**The input**:
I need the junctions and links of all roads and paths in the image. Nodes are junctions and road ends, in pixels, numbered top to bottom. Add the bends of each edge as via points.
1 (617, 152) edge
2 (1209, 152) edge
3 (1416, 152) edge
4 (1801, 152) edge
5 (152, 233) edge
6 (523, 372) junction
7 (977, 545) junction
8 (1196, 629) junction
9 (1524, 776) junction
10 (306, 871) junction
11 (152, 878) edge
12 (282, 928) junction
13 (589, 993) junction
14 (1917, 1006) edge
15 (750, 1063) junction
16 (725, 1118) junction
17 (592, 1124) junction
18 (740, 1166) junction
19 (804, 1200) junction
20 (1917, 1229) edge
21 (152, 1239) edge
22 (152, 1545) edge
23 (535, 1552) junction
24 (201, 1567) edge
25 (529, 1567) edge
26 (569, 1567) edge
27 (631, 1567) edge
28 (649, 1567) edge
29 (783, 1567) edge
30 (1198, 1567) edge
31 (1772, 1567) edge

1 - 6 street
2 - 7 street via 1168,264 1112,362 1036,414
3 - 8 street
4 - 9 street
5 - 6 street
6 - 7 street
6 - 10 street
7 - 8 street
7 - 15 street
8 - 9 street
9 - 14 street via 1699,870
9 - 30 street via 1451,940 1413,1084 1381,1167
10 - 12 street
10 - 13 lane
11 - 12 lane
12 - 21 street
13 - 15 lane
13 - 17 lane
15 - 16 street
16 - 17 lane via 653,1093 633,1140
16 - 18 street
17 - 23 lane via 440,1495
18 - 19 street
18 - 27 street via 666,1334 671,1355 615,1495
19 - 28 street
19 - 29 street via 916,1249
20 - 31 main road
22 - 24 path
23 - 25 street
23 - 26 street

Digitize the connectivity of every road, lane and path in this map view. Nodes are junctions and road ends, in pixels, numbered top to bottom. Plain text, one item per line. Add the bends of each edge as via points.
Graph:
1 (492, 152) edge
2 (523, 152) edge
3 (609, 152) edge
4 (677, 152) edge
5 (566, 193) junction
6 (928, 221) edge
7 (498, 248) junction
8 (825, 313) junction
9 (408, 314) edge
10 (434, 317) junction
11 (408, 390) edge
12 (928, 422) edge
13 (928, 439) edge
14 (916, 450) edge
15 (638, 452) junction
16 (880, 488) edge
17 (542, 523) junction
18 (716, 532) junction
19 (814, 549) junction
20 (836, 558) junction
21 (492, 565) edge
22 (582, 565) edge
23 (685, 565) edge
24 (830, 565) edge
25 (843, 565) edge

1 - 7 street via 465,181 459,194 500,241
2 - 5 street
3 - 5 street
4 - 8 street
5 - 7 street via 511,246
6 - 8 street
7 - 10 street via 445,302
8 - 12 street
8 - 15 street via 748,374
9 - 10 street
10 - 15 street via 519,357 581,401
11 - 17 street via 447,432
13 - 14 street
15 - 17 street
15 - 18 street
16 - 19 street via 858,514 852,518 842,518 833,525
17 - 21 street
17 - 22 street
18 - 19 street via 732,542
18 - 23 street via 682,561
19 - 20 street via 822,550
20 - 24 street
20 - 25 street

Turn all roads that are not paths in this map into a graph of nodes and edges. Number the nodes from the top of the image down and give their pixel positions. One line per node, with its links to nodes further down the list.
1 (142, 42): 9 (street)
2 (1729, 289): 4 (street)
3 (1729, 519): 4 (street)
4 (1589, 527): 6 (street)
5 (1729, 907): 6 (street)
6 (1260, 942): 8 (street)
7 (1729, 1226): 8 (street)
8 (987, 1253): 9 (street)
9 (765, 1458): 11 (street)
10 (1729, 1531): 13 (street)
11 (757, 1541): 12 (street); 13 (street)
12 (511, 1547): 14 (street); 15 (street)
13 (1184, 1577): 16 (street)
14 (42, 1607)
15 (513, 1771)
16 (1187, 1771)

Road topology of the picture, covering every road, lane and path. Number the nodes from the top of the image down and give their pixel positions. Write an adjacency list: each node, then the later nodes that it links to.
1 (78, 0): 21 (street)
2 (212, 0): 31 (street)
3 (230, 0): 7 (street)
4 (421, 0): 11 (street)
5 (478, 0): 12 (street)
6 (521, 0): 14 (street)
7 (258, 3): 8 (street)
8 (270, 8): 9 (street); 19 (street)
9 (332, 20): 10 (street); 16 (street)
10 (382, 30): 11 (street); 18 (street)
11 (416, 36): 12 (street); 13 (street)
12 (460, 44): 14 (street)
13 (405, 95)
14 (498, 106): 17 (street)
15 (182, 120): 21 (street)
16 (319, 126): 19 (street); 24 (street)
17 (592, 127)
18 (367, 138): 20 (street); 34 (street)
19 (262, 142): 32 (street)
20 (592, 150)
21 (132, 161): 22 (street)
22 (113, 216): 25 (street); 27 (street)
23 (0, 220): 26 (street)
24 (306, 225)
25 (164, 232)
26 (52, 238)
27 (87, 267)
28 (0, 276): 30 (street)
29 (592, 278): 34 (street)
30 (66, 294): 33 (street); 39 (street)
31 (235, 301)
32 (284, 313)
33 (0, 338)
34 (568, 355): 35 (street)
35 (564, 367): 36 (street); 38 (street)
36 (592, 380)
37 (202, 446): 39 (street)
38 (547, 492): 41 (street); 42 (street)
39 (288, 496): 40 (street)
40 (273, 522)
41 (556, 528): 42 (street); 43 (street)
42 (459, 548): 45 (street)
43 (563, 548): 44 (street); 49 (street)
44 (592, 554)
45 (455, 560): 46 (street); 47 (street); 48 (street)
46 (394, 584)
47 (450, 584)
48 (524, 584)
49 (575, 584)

**Your assignment**: Would you copy the data exactly as shown above?

**Exercise answer**:
I need the junctions and links of all roads and paths in the image. Nodes are junctions and road ends, in pixels, numbered top to bottom. Add the bends of each edge as via points.
1 (617, 152) edge
2 (1209, 152) edge
3 (1416, 152) edge
4 (1801, 152) edge
5 (152, 233) edge
6 (523, 372) junction
7 (977, 545) junction
8 (1196, 629) junction
9 (1524, 776) junction
10 (306, 871) junction
11 (152, 878) edge
12 (282, 928) junction
13 (589, 993) junction
14 (1917, 1006) edge
15 (750, 1063) junction
16 (725, 1118) junction
17 (592, 1124) junction
18 (740, 1166) junction
19 (804, 1200) junction
20 (1917, 1229) edge
21 (152, 1239) edge
22 (152, 1545) edge
23 (535, 1552) junction
24 (201, 1567) edge
25 (529, 1567) edge
26 (569, 1567) edge
27 (631, 1567) edge
28 (649, 1567) edge
29 (783, 1567) edge
30 (1198, 1567) edge
31 (1772, 1567) edge

1 - 6 street
2 - 7 street via 1168,264 1112,362 1036,414
3 - 8 street
4 - 9 street
5 - 6 street
6 - 7 street
6 - 10 street
7 - 8 street
7 - 15 street
8 - 9 street
9 - 14 street via 1699,870
9 - 30 street via 1451,940 1413,1084 1381,1167
10 - 12 street
10 - 13 lane
11 - 12 lane
12 - 21 street
13 - 15 lane
13 - 17 lane
15 - 16 street
16 - 17 lane via 653,1093 633,1140
16 - 18 street
17 - 23 lane via 440,1495
18 - 19 street
18 - 27 street via 666,1334 671,1355 615,1495
19 - 28 street
19 - 29 street via 916,1249
20 - 31 main road
22 - 24 path
23 - 25 street
23 - 26 street

Digitize the connectivity of every road, lane and path in this map view. Nodes are junctions and road ends, in pixels, numbered top to bottom. Plain text, one item per line. Add the bends of each edge as via points.
Graph:
1 (492, 152) edge
2 (523, 152) edge
3 (609, 152) edge
4 (677, 152) edge
5 (566, 193) junction
6 (928, 221) edge
7 (498, 248) junction
8 (825, 313) junction
9 (408, 314) edge
10 (434, 317) junction
11 (408, 390) edge
12 (928, 422) edge
13 (928, 439) edge
14 (916, 450) edge
15 (638, 452) junction
16 (880, 488) edge
17 (542, 523) junction
18 (716, 532) junction
19 (814, 549) junction
20 (836, 558) junction
21 (492, 565) edge
22 (582, 565) edge
23 (685, 565) edge
24 (830, 565) edge
25 (843, 565) edge

1 - 7 street via 465,181 459,194 500,241
2 - 5 street
3 - 5 street
4 - 8 street
5 - 7 street via 511,246
6 - 8 street
7 - 10 street via 445,302
8 - 12 street
8 - 15 street via 748,374
9 - 10 street
10 - 15 street via 519,357 581,401
11 - 17 street via 447,432
13 - 14 street
15 - 17 street
15 - 18 street
16 - 19 street via 858,514 852,518 842,518 833,525
17 - 21 street
17 - 22 street
18 - 19 street via 732,542
18 - 23 street via 682,561
19 - 20 street via 822,550
20 - 24 street
20 - 25 street

Turn all roads that are not paths in this map into a graph of nodes and edges. Number the nodes from the top of the image down and give their pixel positions. One line per node, with its links to nodes further down the list.
1 (142, 42): 9 (street)
2 (1729, 289): 4 (street)
3 (1729, 519): 4 (street)
4 (1589, 527): 6 (street)
5 (1729, 907): 6 (street)
6 (1260, 942): 8 (street)
7 (1729, 1226): 8 (street)
8 (987, 1253): 9 (street)
9 (765, 1458): 11 (street)
10 (1729, 1531): 13 (street)
11 (757, 1541): 12 (street); 13 (street)
12 (511, 1547): 14 (street); 15 (street)
13 (1184, 1577): 16 (street)
14 (42, 1607)
15 (513, 1771)
16 (1187, 1771)

Road topology of the picture, covering every road, lane and path. Number the nodes from the top of the image down and give their pixel positions. Write an adjacency list: each node, then the later nodes that it links to.
1 (78, 0): 21 (street)
2 (212, 0): 31 (street)
3 (230, 0): 7 (street)
4 (421, 0): 11 (street)
5 (478, 0): 12 (street)
6 (521, 0): 14 (street)
7 (258, 3): 8 (street)
8 (270, 8): 9 (street); 19 (street)
9 (332, 20): 10 (street); 16 (street)
10 (382, 30): 11 (street); 18 (street)
11 (416, 36): 12 (street); 13 (street)
12 (460, 44): 14 (street)
13 (405, 95)
14 (498, 106): 17 (street)
15 (182, 120): 21 (street)
16 (319, 126): 19 (street); 24 (street)
17 (592, 127)
18 (367, 138): 20 (street); 34 (street)
19 (262, 142): 32 (street)
20 (592, 150)
21 (132, 161): 22 (street)
22 (113, 216): 25 (street); 27 (street)
23 (0, 220): 26 (street)
24 (306, 225)
25 (164, 232)
26 (52, 238)
27 (87, 267)
28 (0, 276): 30 (street)
29 (592, 278): 34 (street)
30 (66, 294): 33 (street); 39 (street)
31 (235, 301)
32 (284, 313)
33 (0, 338)
34 (568, 355): 35 (street)
35 (564, 367): 36 (street); 38 (street)
36 (592, 380)
37 (202, 446): 39 (street)
38 (547, 492): 41 (street); 42 (street)
39 (288, 496): 40 (street)
40 (273, 522)
41 (556, 528): 42 (street); 43 (street)
42 (459, 548): 45 (street)
43 (563, 548): 44 (street); 49 (street)
44 (592, 554)
45 (455, 560): 46 (street); 47 (street); 48 (street)
46 (394, 584)
47 (450, 584)
48 (524, 584)
49 (575, 584)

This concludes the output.